Abstract

Objective. To establish and verify the clinical prediction model of lung metastasis in renal cancer patients. Method. Kidney cancer patients from January 1, 2010, to December 31, 2017, in the SEER database were enrolled in this study. In the first section, LASSO method was adopted to select variables. Independent influencing factors were identified after multivariate logistic regression analysis. In the second section, machine learning (ML) algorithms were implemented to establish models and 10-foldcross-validation was used to train the models. Finally, receiver operating characteristic curves, probability density functions, and clinical utility curve were applied to estimate model’s performance. The final model was shown by a website calculator. Result. Lung metastasis was confirmed in 7.43% (3171 out of 42650) of study population. In multivariate logistic regression, bone metastasis, brain metastasis, grade, liver metastasis, N stage, T stage, and tumor size were independent risk factors of lung metastasis in renal cancer patients. Primary site and sequence number were independent protection factors of LM in renal cancer patients. The above 9 impact factors were used to develop the prediction models, which included random forest (RF), naive Bayes classifier (NBC), decision tree (DT), xgboost (XGB), gradient boosting machine (GBM), and logistic regression (LR). In 10-foldcross-validation, the average area under curve (AUC) ranked from 0.907 to 0.934. In ROC curve analysis, AUC ranged from 0.879–0.922. We found that the XGB model performed best, and a Web-based calculator was done according to XGB model. Conclusion. This study provided preliminary evidence that the ML algorithm can be used to predict lung metastases in patients with kidney cancer. This low cost, noninvasive and easy to implement diagnostic method is useful for clinical work. Of course this model still needs to undergo more real-world validation.

1. Introduction

Kidney cancer, accounting for 5% of all cancers, originates from the renal tubular and collecting tubular epithelial system [1]. The incidence trend has been gradually increasing in recent years, resulting in a huge medical burden. The prevalence rate of men is approximately twice that of women [1]. Additionally, obesity, diabetes, hypertension, smoking, kidney injury, and drugs are major risk factors of kidney cancer. The principal manifestations of kidney cancer were hematuria, renal pain, and mass [2, 3]. In the early stage of the disease, the symptoms are not noticeable. As the result, when patients intend to seek a healing care, they may have been in a metastatic state of kidney cancer and are suffering from the corresponding complications. The five-year survival rates of stage I and II were about 88% to 95%, and cancer-specific survival (CSS) rates were 84% to 95% [4]. Renal cell carcinoma (RCC), making up 90% of kidney cancer, is the sixth and eighth most common cancer among American men and women in 2021 [5]. RCC is mainly composed of clear-cell RCC, papillary RCC, and chromophobe RCC [6, 7]. Renal clear cell carcinoma, accounts for about 70% of RCC, is invasive and has a poor prognosis. The survival time of renal clear cell carcinoma is from 3 months to 5 years. 60% of these patients die within 1 to 2 years after diagnosis [5, 811].
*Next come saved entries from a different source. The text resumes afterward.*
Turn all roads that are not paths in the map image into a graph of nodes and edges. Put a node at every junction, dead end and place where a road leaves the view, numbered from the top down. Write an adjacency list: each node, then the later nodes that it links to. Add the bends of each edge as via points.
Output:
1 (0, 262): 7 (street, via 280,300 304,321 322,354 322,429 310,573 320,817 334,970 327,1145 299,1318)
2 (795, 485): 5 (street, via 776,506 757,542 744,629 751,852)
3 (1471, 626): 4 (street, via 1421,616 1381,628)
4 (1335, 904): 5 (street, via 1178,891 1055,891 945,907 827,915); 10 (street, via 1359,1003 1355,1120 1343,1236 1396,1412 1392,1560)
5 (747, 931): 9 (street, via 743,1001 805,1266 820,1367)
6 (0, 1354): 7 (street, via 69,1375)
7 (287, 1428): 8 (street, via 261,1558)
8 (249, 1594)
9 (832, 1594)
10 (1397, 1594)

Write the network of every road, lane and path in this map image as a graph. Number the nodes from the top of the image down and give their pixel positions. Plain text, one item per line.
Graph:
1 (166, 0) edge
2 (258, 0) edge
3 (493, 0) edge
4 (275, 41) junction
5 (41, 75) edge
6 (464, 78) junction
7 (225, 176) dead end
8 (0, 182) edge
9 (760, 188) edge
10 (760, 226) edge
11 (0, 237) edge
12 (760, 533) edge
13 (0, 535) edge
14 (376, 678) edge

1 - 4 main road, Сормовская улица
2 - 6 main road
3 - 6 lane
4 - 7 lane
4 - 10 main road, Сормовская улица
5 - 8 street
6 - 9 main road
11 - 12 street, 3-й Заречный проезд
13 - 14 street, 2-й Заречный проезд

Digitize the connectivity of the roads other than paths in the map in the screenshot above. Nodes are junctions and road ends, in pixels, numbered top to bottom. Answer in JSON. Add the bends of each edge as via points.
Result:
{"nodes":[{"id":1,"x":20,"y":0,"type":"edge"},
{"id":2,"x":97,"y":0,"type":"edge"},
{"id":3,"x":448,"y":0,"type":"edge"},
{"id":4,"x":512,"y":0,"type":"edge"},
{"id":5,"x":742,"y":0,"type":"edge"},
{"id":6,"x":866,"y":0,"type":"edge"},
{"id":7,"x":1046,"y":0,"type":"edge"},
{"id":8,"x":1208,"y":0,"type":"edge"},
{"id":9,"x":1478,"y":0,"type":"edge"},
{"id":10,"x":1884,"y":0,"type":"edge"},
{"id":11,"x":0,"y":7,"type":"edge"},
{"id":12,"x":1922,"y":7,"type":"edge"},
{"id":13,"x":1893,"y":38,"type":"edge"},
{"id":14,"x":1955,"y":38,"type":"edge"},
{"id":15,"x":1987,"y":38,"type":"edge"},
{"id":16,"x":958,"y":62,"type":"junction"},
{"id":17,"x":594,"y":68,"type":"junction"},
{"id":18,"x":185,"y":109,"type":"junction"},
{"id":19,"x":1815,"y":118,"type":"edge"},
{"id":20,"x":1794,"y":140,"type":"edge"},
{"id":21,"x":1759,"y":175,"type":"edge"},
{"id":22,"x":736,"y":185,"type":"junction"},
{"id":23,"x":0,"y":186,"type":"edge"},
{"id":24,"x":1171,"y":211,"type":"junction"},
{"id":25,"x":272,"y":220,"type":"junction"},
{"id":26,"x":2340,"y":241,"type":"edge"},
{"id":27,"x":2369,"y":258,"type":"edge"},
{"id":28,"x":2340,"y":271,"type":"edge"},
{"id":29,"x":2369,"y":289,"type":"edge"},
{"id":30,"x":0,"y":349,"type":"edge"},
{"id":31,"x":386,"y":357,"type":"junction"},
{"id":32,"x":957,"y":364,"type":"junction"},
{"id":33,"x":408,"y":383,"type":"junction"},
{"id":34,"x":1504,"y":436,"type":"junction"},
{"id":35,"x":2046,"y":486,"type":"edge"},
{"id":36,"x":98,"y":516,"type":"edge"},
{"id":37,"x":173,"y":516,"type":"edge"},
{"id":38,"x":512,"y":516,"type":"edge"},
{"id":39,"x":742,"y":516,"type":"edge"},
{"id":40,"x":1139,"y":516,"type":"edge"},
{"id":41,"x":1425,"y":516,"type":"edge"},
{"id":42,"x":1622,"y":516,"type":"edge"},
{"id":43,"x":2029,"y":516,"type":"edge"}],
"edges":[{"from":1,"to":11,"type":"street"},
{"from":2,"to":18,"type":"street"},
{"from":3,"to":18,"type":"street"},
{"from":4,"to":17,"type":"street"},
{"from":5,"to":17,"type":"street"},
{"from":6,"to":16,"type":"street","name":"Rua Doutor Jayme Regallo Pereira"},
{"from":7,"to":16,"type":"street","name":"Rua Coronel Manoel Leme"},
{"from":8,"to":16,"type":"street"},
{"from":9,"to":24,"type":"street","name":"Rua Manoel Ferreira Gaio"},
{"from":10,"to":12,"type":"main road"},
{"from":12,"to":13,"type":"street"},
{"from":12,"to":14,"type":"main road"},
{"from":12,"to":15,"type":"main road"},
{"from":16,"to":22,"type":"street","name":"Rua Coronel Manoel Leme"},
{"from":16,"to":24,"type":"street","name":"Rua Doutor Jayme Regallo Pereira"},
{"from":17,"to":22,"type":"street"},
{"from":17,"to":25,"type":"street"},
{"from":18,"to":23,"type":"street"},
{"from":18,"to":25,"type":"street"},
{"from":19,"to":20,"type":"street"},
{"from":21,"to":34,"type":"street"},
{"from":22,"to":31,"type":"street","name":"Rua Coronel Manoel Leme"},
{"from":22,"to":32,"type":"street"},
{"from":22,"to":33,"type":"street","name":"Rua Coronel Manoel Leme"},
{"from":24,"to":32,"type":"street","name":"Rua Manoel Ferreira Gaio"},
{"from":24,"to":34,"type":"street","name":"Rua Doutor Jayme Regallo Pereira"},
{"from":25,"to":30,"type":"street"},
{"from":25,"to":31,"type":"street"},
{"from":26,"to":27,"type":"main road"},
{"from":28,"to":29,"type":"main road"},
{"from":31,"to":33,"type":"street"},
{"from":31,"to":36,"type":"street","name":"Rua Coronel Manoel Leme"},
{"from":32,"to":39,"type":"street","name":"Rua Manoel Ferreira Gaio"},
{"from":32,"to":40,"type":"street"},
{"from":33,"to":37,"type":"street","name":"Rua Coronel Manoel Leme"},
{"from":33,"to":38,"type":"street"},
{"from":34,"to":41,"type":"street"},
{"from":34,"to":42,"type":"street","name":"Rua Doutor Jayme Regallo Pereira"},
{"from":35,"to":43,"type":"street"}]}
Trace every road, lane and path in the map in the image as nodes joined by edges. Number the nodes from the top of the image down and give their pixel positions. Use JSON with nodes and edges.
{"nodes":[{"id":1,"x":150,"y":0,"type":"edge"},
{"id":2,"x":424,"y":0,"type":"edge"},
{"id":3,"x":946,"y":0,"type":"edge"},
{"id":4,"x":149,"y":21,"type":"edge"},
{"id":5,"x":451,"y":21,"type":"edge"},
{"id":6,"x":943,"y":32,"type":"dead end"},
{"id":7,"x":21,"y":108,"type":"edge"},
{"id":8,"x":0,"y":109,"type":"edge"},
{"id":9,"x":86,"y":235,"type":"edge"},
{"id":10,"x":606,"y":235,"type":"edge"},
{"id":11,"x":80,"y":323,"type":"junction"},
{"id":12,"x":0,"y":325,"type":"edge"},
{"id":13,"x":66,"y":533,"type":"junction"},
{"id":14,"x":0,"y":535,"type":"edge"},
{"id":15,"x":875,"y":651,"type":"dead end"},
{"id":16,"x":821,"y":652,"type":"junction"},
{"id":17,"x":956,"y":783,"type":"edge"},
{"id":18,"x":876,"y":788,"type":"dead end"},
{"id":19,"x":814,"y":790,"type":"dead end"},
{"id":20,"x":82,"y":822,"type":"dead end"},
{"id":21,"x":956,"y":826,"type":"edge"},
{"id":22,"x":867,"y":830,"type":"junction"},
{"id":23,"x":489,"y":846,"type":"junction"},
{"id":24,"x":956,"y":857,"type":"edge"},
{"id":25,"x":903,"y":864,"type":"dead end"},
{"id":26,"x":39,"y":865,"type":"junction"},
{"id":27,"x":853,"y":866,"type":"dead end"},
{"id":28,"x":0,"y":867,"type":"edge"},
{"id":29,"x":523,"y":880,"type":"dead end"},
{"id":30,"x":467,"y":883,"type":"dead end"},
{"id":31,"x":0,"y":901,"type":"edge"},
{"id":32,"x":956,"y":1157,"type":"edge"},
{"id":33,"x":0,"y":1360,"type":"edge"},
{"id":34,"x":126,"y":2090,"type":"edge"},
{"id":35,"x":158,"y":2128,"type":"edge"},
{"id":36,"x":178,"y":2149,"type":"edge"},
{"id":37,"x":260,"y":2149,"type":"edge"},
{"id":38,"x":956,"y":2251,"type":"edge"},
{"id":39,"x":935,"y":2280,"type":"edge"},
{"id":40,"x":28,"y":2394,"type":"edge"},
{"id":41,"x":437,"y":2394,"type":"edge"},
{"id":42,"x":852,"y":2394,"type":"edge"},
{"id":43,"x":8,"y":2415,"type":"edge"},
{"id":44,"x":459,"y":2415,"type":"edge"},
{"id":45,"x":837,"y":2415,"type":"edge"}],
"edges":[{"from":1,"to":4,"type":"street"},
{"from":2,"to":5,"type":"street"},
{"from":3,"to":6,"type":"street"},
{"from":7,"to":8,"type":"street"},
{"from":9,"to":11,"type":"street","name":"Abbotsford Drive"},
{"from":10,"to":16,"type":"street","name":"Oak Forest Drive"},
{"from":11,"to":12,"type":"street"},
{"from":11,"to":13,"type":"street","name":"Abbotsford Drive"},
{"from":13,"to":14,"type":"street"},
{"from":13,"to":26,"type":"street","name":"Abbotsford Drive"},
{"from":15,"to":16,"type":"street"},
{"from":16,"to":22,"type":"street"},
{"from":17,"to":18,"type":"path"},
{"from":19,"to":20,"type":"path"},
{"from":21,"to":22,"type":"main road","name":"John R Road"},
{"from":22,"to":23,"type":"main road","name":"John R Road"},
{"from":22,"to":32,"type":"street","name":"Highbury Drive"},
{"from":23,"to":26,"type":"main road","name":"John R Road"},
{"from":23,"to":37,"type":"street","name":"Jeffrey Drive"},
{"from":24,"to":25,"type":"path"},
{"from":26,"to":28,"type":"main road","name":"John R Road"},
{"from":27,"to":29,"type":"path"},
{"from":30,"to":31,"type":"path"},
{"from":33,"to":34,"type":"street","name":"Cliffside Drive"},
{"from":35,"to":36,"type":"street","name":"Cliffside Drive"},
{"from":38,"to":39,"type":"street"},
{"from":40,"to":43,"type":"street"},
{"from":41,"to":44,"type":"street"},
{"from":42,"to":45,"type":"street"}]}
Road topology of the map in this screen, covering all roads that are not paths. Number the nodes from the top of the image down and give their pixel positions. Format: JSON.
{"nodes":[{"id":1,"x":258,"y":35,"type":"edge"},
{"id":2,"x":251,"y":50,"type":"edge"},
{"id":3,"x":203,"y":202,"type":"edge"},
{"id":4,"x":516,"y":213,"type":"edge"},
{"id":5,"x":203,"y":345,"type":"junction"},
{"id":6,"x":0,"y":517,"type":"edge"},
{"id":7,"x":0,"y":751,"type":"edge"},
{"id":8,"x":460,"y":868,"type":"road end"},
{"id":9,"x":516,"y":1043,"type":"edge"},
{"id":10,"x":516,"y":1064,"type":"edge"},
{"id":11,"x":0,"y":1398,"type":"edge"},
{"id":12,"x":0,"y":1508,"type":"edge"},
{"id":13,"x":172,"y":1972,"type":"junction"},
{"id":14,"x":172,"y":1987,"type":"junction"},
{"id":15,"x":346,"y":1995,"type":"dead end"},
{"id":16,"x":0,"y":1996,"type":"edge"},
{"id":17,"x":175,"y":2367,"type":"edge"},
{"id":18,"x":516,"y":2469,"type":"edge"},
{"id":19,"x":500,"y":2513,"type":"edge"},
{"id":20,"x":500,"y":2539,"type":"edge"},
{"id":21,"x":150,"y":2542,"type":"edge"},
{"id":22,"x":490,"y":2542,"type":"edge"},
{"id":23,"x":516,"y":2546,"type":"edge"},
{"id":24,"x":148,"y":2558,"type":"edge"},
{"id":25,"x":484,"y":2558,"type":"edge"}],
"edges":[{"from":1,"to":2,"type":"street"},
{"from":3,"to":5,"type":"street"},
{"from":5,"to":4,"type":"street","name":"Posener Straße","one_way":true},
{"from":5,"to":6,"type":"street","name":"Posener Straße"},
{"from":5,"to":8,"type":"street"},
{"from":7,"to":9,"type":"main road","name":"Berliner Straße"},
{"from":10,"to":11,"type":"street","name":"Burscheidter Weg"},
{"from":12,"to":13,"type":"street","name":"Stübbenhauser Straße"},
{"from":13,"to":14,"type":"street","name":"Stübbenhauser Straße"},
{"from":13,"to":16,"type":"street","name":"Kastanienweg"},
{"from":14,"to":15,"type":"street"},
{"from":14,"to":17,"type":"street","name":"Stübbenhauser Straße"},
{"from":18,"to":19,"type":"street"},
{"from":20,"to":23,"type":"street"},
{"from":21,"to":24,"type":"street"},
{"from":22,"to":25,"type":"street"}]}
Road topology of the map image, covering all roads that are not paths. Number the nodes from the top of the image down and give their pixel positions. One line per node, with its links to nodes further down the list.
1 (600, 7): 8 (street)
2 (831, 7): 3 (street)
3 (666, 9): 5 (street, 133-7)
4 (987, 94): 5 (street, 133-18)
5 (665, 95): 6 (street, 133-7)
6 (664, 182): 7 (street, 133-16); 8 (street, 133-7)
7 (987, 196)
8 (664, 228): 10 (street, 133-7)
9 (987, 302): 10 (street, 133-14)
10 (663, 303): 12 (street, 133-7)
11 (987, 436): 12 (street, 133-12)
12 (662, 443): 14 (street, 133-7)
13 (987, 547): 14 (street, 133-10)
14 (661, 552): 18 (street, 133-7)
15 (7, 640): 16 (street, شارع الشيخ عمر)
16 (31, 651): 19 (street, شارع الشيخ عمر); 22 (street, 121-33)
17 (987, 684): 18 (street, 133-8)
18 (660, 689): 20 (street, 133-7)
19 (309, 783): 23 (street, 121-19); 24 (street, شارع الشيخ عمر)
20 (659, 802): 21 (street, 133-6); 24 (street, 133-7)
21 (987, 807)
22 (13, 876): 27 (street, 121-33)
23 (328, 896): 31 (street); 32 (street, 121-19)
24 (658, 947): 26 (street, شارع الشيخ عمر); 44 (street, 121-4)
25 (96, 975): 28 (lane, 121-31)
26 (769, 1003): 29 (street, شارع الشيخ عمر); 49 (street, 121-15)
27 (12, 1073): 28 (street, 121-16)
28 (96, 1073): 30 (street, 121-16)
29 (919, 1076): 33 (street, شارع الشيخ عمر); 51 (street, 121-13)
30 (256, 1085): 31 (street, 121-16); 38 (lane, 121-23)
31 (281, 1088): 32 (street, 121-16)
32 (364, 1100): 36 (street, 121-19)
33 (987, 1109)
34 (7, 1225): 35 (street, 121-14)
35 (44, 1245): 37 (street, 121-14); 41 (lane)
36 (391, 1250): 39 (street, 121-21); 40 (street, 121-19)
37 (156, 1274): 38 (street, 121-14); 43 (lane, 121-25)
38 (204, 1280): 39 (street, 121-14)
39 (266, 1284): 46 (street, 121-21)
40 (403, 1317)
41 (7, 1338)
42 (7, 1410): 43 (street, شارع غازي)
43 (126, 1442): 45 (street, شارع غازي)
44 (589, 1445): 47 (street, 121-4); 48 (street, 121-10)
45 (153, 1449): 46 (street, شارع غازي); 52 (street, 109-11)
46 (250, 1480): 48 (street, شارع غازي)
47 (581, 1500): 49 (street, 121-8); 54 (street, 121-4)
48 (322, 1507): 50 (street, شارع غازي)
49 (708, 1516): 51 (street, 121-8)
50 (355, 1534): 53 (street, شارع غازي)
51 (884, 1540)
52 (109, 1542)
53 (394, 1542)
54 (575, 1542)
Metastasis from kidney cancer is not rare. Highly vascularization can lead to local progression and increase the chance of distant spread [6]. There have been relevant studies on the occurrence, development, and metastasis. Hypoxia-irreducible factor (HIF) and epithelial-mesenchymal transition (EMT) and so on are important molecular events [6, 11]. Nishida et al. indicated that amplification of cancer-cell-intrinsic inflammation can trigger neutrophil-dependent lung metastasis during RCC progression [8]. Lung and bone are common metastatic sites of kidney cancer [12]. At the time of initial diagnosis, 18%–40% of patients have already developed systemic metastases. In addition, metastasis is widespread in the long-termfollow-up after nephrectomy [4, 7, 9, 13, 14]. The study of Jianxin Xue and colleagues reported that 2931 of 33449 RCC had distant metastasis and lung (6.19%) was the most common site of metastasis [7]. Pulmonary metastases are multiple nodules with bilateral distribution or solitary masses. The lower lobes of the lung were common sites. Immune checkpoint inhibitors (ICI), antiprogrammed death-1 (PD-1) antibody, and anticytotoxic T lymphocyte-associated antigen 4 (CTLA-4) antibody were accepted as treatments for metastatic RCC [15]. However, the survival rate of metastatic kidney cancer is just about 20% [6].

Clinical models of kidney cancer have been established, but the main focus is to predict the prognosis. The UCLA (University of California, Los Angeles) integrated staging system (UISS) and the risk model of the International Metastatic RCC Database Consortium (IMDC) are examples [16]. Machine learning is a subfield of artificial intelligence. It has many applications in kidney cancer such as identifying pathological variants, grading judgments, and differentiating benign from malignant renal tumors [17].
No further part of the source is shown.